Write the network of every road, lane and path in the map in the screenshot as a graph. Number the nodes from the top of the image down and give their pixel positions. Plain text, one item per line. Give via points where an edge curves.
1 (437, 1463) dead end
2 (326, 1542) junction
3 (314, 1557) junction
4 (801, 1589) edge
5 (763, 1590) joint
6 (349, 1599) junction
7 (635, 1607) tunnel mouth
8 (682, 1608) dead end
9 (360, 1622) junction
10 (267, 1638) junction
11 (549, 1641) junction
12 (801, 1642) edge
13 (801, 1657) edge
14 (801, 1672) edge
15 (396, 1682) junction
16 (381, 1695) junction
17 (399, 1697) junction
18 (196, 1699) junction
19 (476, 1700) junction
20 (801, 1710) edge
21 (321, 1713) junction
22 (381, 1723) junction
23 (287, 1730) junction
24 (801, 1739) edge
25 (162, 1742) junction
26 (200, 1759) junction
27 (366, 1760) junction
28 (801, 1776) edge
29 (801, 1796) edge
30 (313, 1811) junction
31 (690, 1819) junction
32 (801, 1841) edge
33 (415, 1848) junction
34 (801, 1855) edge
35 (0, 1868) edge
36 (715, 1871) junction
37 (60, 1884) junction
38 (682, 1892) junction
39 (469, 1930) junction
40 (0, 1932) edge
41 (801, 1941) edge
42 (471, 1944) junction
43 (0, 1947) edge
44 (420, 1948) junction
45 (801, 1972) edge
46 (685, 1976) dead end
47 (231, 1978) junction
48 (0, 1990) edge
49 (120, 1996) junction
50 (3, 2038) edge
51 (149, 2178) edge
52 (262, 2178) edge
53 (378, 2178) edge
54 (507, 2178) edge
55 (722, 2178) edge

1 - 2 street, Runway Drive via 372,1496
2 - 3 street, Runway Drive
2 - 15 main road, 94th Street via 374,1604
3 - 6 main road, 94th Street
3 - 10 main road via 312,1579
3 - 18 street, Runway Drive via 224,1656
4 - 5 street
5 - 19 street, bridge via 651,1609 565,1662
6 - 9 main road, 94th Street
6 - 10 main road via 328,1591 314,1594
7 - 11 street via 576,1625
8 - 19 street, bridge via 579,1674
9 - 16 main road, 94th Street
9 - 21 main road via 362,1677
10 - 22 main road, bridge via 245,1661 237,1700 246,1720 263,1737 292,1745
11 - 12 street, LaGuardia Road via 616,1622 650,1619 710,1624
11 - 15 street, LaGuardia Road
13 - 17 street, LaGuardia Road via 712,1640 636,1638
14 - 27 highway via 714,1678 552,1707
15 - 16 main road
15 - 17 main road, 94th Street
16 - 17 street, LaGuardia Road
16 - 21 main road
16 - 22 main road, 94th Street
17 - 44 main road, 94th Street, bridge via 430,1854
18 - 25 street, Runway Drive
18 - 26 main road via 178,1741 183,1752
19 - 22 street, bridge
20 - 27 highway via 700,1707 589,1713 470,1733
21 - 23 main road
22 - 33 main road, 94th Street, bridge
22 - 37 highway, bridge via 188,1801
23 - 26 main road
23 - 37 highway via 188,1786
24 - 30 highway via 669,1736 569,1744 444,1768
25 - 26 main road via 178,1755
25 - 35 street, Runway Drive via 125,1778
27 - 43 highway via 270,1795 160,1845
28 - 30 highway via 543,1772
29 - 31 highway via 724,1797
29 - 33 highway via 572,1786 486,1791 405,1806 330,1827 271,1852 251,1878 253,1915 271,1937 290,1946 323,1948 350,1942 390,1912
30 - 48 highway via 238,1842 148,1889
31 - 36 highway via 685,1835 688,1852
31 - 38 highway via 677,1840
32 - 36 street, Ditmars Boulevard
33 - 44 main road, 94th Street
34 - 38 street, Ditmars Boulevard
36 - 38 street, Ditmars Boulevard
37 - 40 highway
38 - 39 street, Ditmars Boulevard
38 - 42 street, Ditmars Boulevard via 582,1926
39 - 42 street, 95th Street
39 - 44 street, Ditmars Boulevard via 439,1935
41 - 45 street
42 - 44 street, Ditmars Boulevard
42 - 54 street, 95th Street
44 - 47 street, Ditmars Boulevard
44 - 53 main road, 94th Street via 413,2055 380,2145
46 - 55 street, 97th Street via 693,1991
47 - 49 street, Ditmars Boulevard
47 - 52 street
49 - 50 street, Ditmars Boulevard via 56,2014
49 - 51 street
■ ■ ■ ■ ■ ■ ■
## TASK BRIEF
Each line of the material should be echoed exactly.

## ANSWER TO THE EXERCISE
Write the network of every road, lane and path in the map in the screenshot as a graph. Number the nodes from the top of the image down and give their pixel positions. Plain text, one item per line. Give via points where an edge curves.
1 (437, 1463) dead end
2 (326, 1542) junction
3 (314, 1557) junction
4 (801, 1589) edge
5 (763, 1590) joint
6 (349, 1599) junction
7 (635, 1607) tunnel mouth
8 (682, 1608) dead end
9 (360, 1622) junction
10 (267, 1638) junction
11 (549, 1641) junction
12 (801, 1642) edge
13 (801, 1657) edge
14 (801, 1672) edge
15 (396, 1682) junction
16 (381, 1695) junction
17 (399, 1697) junction
18 (196, 1699) junction
19 (476, 1700) junction
20 (801, 1710) edge
21 (321, 1713) junction
22 (381, 1723) junction
23 (287, 1730) junction
24 (801, 1739) edge
25 (162, 1742) junction
26 (200, 1759) junction
27 (366, 1760) junction
28 (801, 1776) edge
29 (801, 1796) edge
30 (313, 1811) junction
31 (690, 1819) junction
32 (801, 1841) edge
33 (415, 1848) junction
34 (801, 1855) edge
35 (0, 1868) edge
36 (715, 1871) junction
37 (60, 1884) junction
38 (682, 1892) junction
39 (469, 1930) junction
40 (0, 1932) edge
41 (801, 1941) edge
42 (471, 1944) junction
43 (0, 1947) edge
44 (420, 1948) junction
45 (801, 1972) edge
46 (685, 1976) dead end
47 (231, 1978) junction
48 (0, 1990) edge
49 (120, 1996) junction
50 (3, 2038) edge
51 (149, 2178) edge
52 (262, 2178) edge
53 (378, 2178) edge
54 (507, 2178) edge
55 (722, 2178) edge

1 - 2 street, Runway Drive via 372,1496
2 - 3 street, Runway Drive
2 - 15 main road, 94th Street via 374,1604
3 - 6 main road, 94th Street
3 - 10 main road via 312,1579
3 - 18 street, Runway Drive via 224,1656
4 - 5 street
5 - 19 street, bridge via 651,1609 565,1662
6 - 9 main road, 94th Street
6 - 10 main road via 328,1591 314,1594
7 - 11 street via 576,1625
8 - 19 street, bridge via 579,1674
9 - 16 main road, 94th Street
9 - 21 main road via 362,1677
10 - 22 main road, bridge via 245,1661 237,1700 246,1720 263,1737 292,1745
11 - 12 street, LaGuardia Road via 616,1622 650,1619 710,1624
11 - 15 street, LaGuardia Road
13 - 17 street, LaGuardia Road via 712,1640 636,1638
14 - 27 highway via 714,1678 552,1707
15 - 16 main road
15 - 17 main road, 94th Street
16 - 17 street, LaGuardia Road
16 - 21 main road
16 - 22 main road, 94th Street
17 - 44 main road, 94th Street, bridge via 430,1854
18 - 25 street, Runway Drive
18 - 26 main road via 178,1741 183,1752
19 - 22 street, bridge
20 - 27 highway via 700,1707 589,1713 470,1733
21 - 23 main road
22 - 33 main road, 94th Street, bridge
22 - 37 highway, bridge via 188,1801
23 - 26 main road
23 - 37 highway via 188,1786
24 - 30 highway via 669,1736 569,1744 444,1768
25 - 26 main road via 178,1755
25 - 35 street, Runway Drive via 125,1778
27 - 43 highway via 270,1795 160,1845
28 - 30 highway via 543,1772
29 - 31 highway via 724,1797
29 - 33 highway via 572,1786 486,1791 405,1806 330,1827 271,1852 251,1878 253,1915 271,1937 290,1946 323,1948 350,1942 390,1912
30 - 48 highway via 238,1842 148,1889
31 - 36 highway via 685,1835 688,1852
31 - 38 highway via 677,1840
32 - 36 street, Ditmars Boulevard
33 - 44 main road, 94th Street
34 - 38 street, Ditmars Boulevard
36 - 38 street, Ditmars Boulevard
37 - 40 highway
38 - 39 street, Ditmars Boulevard
38 - 42 street, Ditmars Boulevard via 582,1926
39 - 42 street, 95th Street
39 - 44 street, Ditmars Boulevard via 439,1935
41 - 45 street
42 - 44 street, Ditmars Boulevard
42 - 54 street, 95th Street
44 - 47 street, Ditmars Boulevard
44 - 53 main road, 94th Street via 413,2055 380,2145
46 - 55 street, 97th Street via 693,1991
47 - 49 street, Ditmars Boulevard
47 - 52 street
49 - 50 street, Ditmars Boulevard via 56,2014
49 - 51 street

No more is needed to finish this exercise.